Let me justify the selection of ovarian cancer and head and neck. As I said before, those patients are in clinical remission, but with minimal residual disease and high risk of relapse, which can be detected by biomarkers. CA-125 is one example in the field of ovarian cancer. But ctDNA and new tools we had using liquid biopsy could also be a useful tool to detect the presence of tumor cells. Those indications are limited or no sensitivity to checkpoint blockers. There is obviously a need for additional tools in the field of immunotherapy. Importantly, the immune system is functional because those patients have received a limited number of lines of radiotherapy or chemotherapy.

The two tumors which have been selected have low to medium tumor mutational burden, meaning that we are in a good position with the tools we use thanks to artificial intelligence to select and include all the mutation of interest in our vaccine and to test the vaccine as a monotherapy. Let me move to the next slide, which is a description of the trial in ovarian cancer. Those patients undergo surgery followed by platinum-based chemotherapy, and the majority of them have achieved clinical complete remission, approximately 80% let's say. Half of them, about half of them, when they are diagnosed at advanced stage are at high risk of having a relapse of their disease within 12 months.

We know that before overt clinical relapse, the patients can develop some first sign of asymptomatic relapse, whether it is increase in the specific biomarker I mentioned, CA-125, or appearance of small lesion on CT scan. At that time, the vaccine is started when the patient develops his first sign. The goal is to enroll 13 patients in total in the U.S. and in France. We have data now which has been generated from the first four patients included in this trial. Let us move now to the head and neck trial. This trial was elegantly described by Christian.

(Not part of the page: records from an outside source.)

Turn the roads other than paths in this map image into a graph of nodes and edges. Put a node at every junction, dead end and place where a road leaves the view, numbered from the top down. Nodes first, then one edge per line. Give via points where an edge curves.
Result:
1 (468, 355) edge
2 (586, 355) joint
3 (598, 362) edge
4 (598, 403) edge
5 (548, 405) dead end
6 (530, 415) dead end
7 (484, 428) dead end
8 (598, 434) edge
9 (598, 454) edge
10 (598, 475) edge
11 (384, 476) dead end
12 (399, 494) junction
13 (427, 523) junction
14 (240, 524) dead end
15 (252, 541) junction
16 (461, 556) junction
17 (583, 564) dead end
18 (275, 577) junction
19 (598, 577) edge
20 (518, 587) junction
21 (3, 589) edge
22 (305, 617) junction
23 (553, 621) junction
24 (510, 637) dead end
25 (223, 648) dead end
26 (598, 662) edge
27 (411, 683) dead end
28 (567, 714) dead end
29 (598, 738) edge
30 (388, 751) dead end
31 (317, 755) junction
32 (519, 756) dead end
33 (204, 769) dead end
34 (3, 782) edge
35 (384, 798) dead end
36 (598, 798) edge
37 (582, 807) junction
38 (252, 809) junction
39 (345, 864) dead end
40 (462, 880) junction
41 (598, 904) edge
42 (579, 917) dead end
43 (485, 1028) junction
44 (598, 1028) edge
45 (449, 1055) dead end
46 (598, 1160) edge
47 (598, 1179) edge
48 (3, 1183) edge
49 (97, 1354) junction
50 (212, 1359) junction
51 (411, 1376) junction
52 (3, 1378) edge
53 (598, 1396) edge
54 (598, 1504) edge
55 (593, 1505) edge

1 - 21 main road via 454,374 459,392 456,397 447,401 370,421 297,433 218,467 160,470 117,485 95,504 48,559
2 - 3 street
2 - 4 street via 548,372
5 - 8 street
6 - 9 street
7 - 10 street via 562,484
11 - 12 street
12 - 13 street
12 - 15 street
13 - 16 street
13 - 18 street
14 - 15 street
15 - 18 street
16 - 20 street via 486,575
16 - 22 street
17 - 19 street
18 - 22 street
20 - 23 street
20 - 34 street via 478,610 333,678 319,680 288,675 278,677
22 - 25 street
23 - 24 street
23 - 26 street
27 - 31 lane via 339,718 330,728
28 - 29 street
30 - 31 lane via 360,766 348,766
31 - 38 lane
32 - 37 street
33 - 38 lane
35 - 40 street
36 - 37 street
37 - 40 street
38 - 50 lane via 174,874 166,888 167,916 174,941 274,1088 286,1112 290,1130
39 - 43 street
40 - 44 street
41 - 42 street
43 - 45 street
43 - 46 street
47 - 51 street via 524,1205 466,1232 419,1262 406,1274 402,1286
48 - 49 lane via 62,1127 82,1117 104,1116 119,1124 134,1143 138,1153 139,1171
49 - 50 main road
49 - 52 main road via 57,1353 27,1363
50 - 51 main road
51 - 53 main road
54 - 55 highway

Very briefly, I just mentioned that they were randomized as said by Christian between immediate vaccination at the time of complete remission after surgery and radiotherapy, or delayed vaccination in combination with standard care, including checkpoint blockers at the time of relapse. Our ambition is to enroll a total of 30 patients. Of course, Christian is the principal investigator of this trial, which also involves France and the U.S. Actually we have generated data on six patients who were randomized, but two were randomized in the immediate vaccination versus four in the delayed vaccination. We have generated data on the first two patients who all immediate vaccination are.

Now a few words about immune monitoring, and clinical monitoring those patients are undergoing in both trials. They are screened and, at the time of screening, tumor samples are removed so that, tumor sequencing and manufacturing of the vaccine can be initiated. When the patients become eligible, before starting vaccination, the patients undergo leukapheresis and later on, during treatment on day 64. The reason for leukapheresis is to collect, enough, lymphocytes so that, we have enough material to test, the specific immune response towards the, let's say 40, up to 30 epitopes which, are included in the, in the vaccine. In parallel, regular blood samplings are taken, to follow, specific biomarker. We mentioned CA-125, but also ctDNA.

On the top of that, a regular CT scan to monitor the clinical outcome of the patient. I forgot to mention the vaccine scheme, which is a six weekly injection during the induction period of the vaccination, followed by an every three weeks regimen up to a total of 20 injections. To just mention, as said before by Elie and Eric, that the safety profile is not an issue with our material. The vaccine is very well tolerated. With that, I will hand over to Katell for the description of the immune response.

Katell Bidet Huang
Head of Translational Medicine, Transgene

Thank you, Maud. Indeed, since the inception of this program and those studies, we've been working pretty intensively with Christian and other investigators to design a monitoring plan and a study that include a monitoring plan that is exhaustive and allow us to have a pretty accurate description of what's going on in those patients that do receive the vaccine.

As you all know, it's one key question is whether we are able to identify those targets that are of interest, in the sense those targets and those mutations that are going to be indeed solid targets for the immune system and those targets for which we would be able to induce an immune response once we've vaccinated the patients. This is basically the starting point of our immune monitoring plan. What we start with is an assessment of the response in the patients after vaccinations using an ex vivo ELISpot against every single target that is in the vaccine. In other words, it's a technology that allow us to measure, or it's a method that allow us to measure whether there is a given...

There is a response, a cellular response against each given target in those patients. We call it ex vivo because that's also done after obtaining the sample without exposing the cells to long periods of culture. It's an ex vivo ELISpot because that's the picture at the time we have taken the sample and not some potential methodology artifact. This is a key starting point for us, and this is a technology that is giving us the major answer associated with the studies from an immunological point of view, whether the vaccine does induce a response. We'll go through the results over the next slide.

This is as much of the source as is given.